February 23, 2015
Over the last week, for a variety of reasons, the topic of security in the NoSQL space has become a prominent news item. Chief among these reasons was the announcement of a popular NoSQL database having multiple instances exposed to the public internet. From the headlines you might think that NoSQL solutions have inherent security problems. In fact, in some cases, the discussion is positioned intentionally as a relational vs. NoSQL issue. The reality is that NoSQL is not more or less secure than a traditional RDBMS.
The Security of any component of the technology stack is both the responsibility of the vendor providing the technology and those that are deploying it. How many routers are running with the default administrative password still set? Similarly, exposing any database, regardless of type, to the public internet without taking appropriate security precautions, including user authentication and authorization, is a “bad idea.” A base level of network security is an absolute requirement when deploying any data persistence utility. For Riak this can include:
- Appropriate physical security (including policies about root access)
- Securing the epmd listener port, handoff_port listener port, and the range ports specified in the riak.conf
- Defining users and optionally, groups (using Riak Security in Riak 2.0)
- Defining an authentication source for each user
- Granting necessary permissions to each user (and/or group)

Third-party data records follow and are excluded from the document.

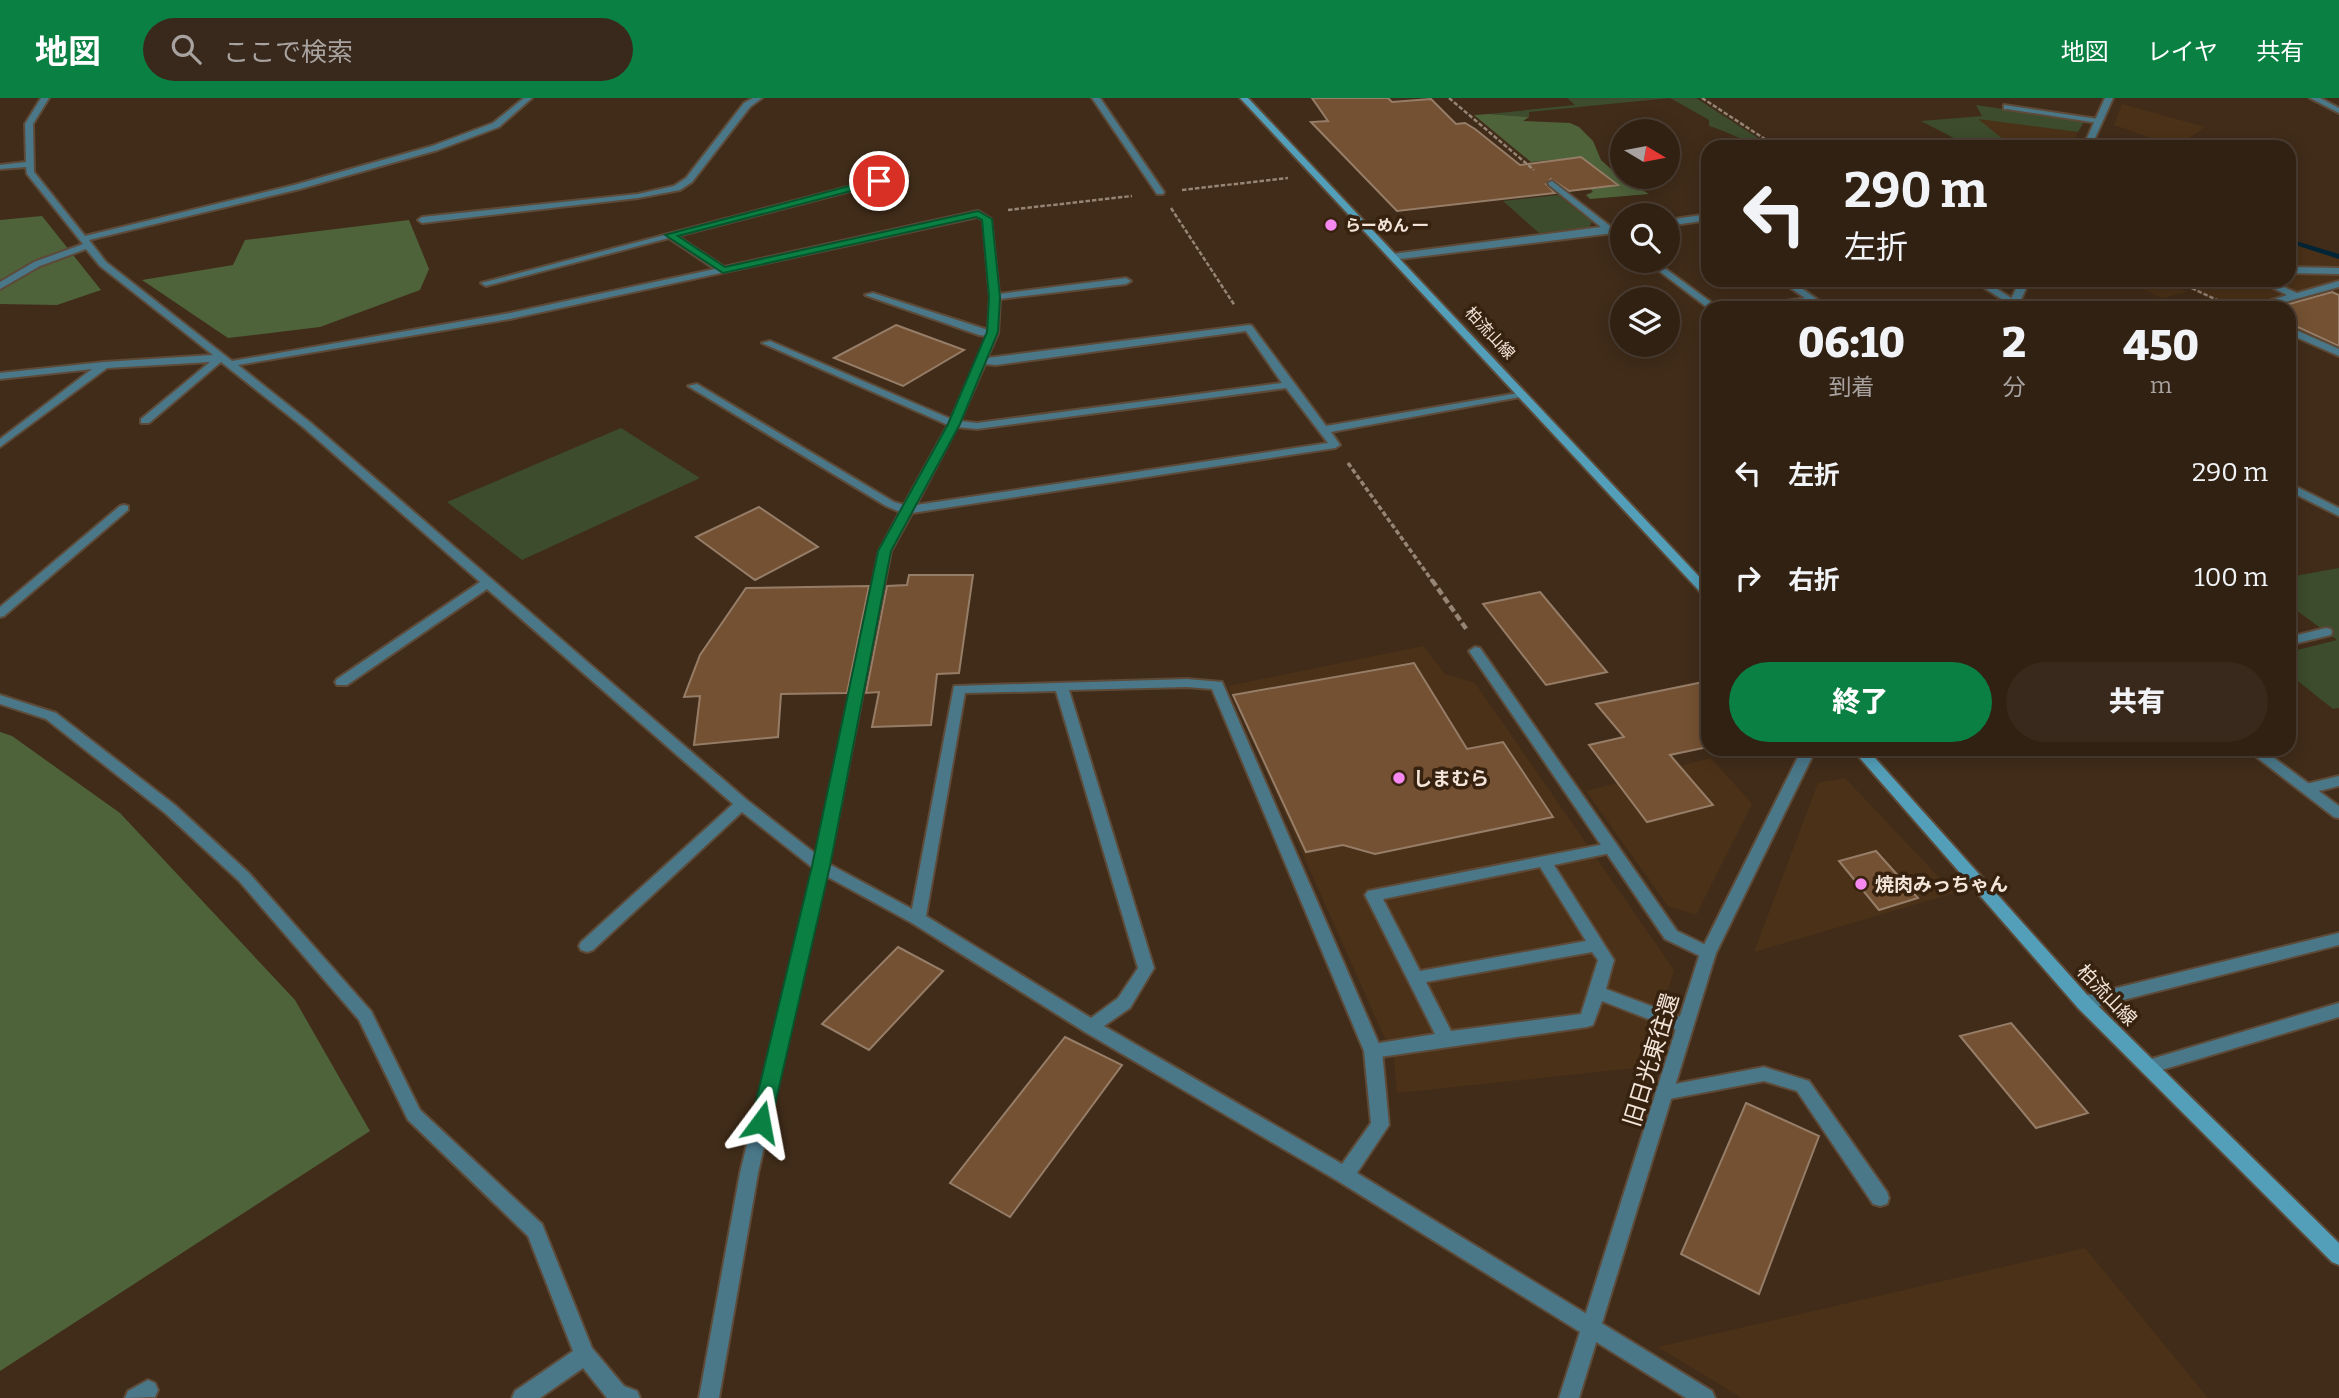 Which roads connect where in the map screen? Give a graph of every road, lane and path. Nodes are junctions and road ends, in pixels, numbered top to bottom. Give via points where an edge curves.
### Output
1 (45, 98) edge
2 (528, 98) edge
3 (758, 98) edge
4 (1096, 98) edge
5 (1244, 98) edge
6 (1449, 98) edge
7 (1702, 98) edge
8 (2109, 98) edge
9 (2314, 98) edge
10 (2007, 107) dead end
11 (2339, 111) edge
12 (2098, 121) junction
13 (1766, 140) edge
14 (2090, 140) edge
15 (30, 164) junction
16 (0, 167) edge
17 (905, 174) dead end
18 (1317, 175) junction
19 (1552, 183) joint
20 (1160, 192) junction
21 (978, 214) junction
22 (1701, 218) edge
23 (1695, 219) junction
24 (422, 220) dead end
25 (1680, 221) edge
26 (1701, 223) edge
27 (1610, 227) edge
28 (1610, 230) edge
29 (670, 235) junction
30 (86, 242) junction
31 (1392, 257) junction
32 (723, 270) junction
33 (2296, 270) edge
34 (2339, 271) edge
35 (2296, 272) edge
36 (1666, 273) edge
37 (1126, 281) dead end
38 (486, 283) dead end
39 (2339, 284) edge
40 (0, 286) edge
41 (1794, 287) edge
42 (1987, 287) edge
43 (2183, 287) edge
44 (2188, 287) edge
45 (2278, 287) edge
46 (2327, 288) junction
47 (870, 295) dead end
48 (2296, 296) junction
49 (995, 297) junction
50 (1704, 301) edge
51 (1806, 301) edge
52 (2007, 301) edge
53 (2214, 301) edge
54 (2215, 301) edge
55 (2278, 301) edge
56 (1249, 328) junction
57 (993, 332) junction
58 (2296, 333) edge
59 (767, 342) dead end
60 (2339, 353) edge
61 (224, 361) junction
62 (982, 361) junction
63 (105, 365) junction
64 (0, 376) edge
65 (1289, 385) junction
66 (693, 386) dead end
67 (1520, 394) junction
68 (145, 421) dead end
69 (954, 424) junction
70 (1324, 430) junction
71 (0, 444) edge
72 (1335, 445) junction
73 (2296, 490) edge
74 (124, 508) dead end
75 (906, 510) junction
76 (2339, 513) edge
77 (487, 583) junction
78 (1701, 586) edge
79 (0, 613) edge
80 (2326, 632) dead end
81 (2296, 639) edge
82 (1475, 651) joint
83 (342, 682) dead end
84 (1061, 686) junction
85 (0, 699) edge
86 (1806, 756) edge
87 (1865, 756) edge
88 (2262, 756) edge
89 (2339, 781) edge
90 (2307, 789) junction
91 (742, 804) junction
92 (2339, 813) edge
93 (1610, 848) junction
94 (1544, 861) junction
95 (821, 866) junction
96 (918, 919) junction
97 (2339, 939) edge
98 (587, 946) dead end
99 (1596, 946) junction
100 (1709, 953) junction
101 (1415, 978) junction
102 (1597, 992) junction
103 (2084, 1003) junction
104 (2339, 1010) edge
105 (1685, 1026) junction
106 (1091, 1027) junction
107 (1446, 1039) junction
108 (1373, 1051) junction
109 (2148, 1067) junction
110 (1664, 1093) junction
111 (1345, 1175) junction
112 (1881, 1198) dead end
113 (2339, 1256) edge
114 (1591, 1327) junction
115 (585, 1355) junction
116 (522, 1398) edge
117 (630, 1398) edge
118 (709, 1398) edge
119 (1569, 1398) edge
120 (1705, 1398) edge

1 - 15 street via 29,124
2 - 30 street via 496,125 435,148
3 - 24 street via 747,105 690,180 677,188
4 - 20 street
5 - 18 main road, 柏流山線
6 - 19 path
7 - 13 path
8 - 12 street
9 - 11 street
10 - 12 street
12 - 14 street
15 - 16 street
15 - 30 street via 30,172
17 - 29 street
18 - 20 path
18 - 31 main road, 柏流山線
19 - 27 street
20 - 21 path
20 - 56 path
21 - 32 street
21 - 49 street via 987,219
22 - 23 street
23 - 25 street
23 - 26 street
28 - 31 street
29 - 32 street
29 - 38 street
30 - 40 street
30 - 61 street via 103,264
31 - 67 main road, 柏流山線
32 - 61 street via 510,316
33 - 34 street
35 - 46 street via 2319,278
36 - 50 street
37 - 49 street
39 - 46 street
41 - 51 street via 1813,300
42 - 52 street
43 - 53 path
44 - 54 path
45 - 48 street
46 - 48 street
47 - 57 street
48 - 55 street
49 - 57 street
56 - 62 street
56 - 65 street
57 - 62 street
58 - 60 street
59 - 69 street
61 - 63 street
61 - 68 street
61 - 77 street via 307,425
62 - 69 street
63 - 64 street
63 - 71 street
65 - 69 street via 977,426
65 - 70 street
66 - 75 street
67 - 70 street
67 - 78 main road, 柏流山線
69 - 75 street
70 - 72 street
72 - 75 street
72 - 82 path via 1469,633
73 - 76 street
74 - 79 street
75 - 95 street via 884,551
77 - 83 street
77 - 91 street
80 - 81 street
82 - 93 street
84 - 96 street via 958,689
84 - 106 street via 1146,968 1124,1003
84 - 108 street via 1217,685
85 - 115 street via 51,716 170,809 244,877 365,1016 414,1115 535,1230
86 - 100 street, 旧日光東往還
87 - 103 main road, 柏流山線
88 - 90 street
89 - 90 street
90 - 92 street
91 - 95 street
91 - 98 street
93 - 94 street
93 - 100 street via 1671,935
94 - 99 street
94 - 101 street via 1373,895
95 - 96 street
95 - 118 street via 749,1173
96 - 106 street
97 - 103 street
99 - 101 street
99 - 102 street via 1606,960
100 - 105 street, 旧日光東往還
101 - 107 street
102 - 105 street
102 - 107 street via 1587,1020
103 - 109 main road, 柏流山線
104 - 109 street
105 - 110 street, 旧日光東往還
106 - 111 street
107 - 108 street
108 - 111 street via 1380,1125
109 - 113 main road, 柏流山線
110 - 112 street via 1764,1074 1803,1086
110 - 114 street, 旧日光東往還
111 - 114 street
114 - 119 street, 旧日光東往還
114 - 120 street
115 - 116 street
115 - 117 street via 618,1395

- Checking Erlang MapReduce code for invocations of Riak modules other than riak_kv_mapreduce
- Ensuring your client software passes authentication information with each request, supports HTTPS or encrypted Protocol Buffers traffic
If you enable Riak security without having an established functioning SSL connection, all request to Riak will fail because Riak security (when enabled) requires a secure SSL connection. You will need to generate SSL certificates, enable SSL, and establish a certification configuration on each node.
The security discussion does not, however, end at the network. In fact, for those who are familiar with the Open Systems Interconnection model (OSI), a 7 layer conceptual model that characterizes and standardizes the internal functions of a communication system by partitioning it into abstraction layers, (ISO 7498-1) there is a corresponding security architecture reference (ISO 7498-2)…and that is just for the network. It is necessary to take adopt a comprehensive approach to security at every layer of the application stack…including the database.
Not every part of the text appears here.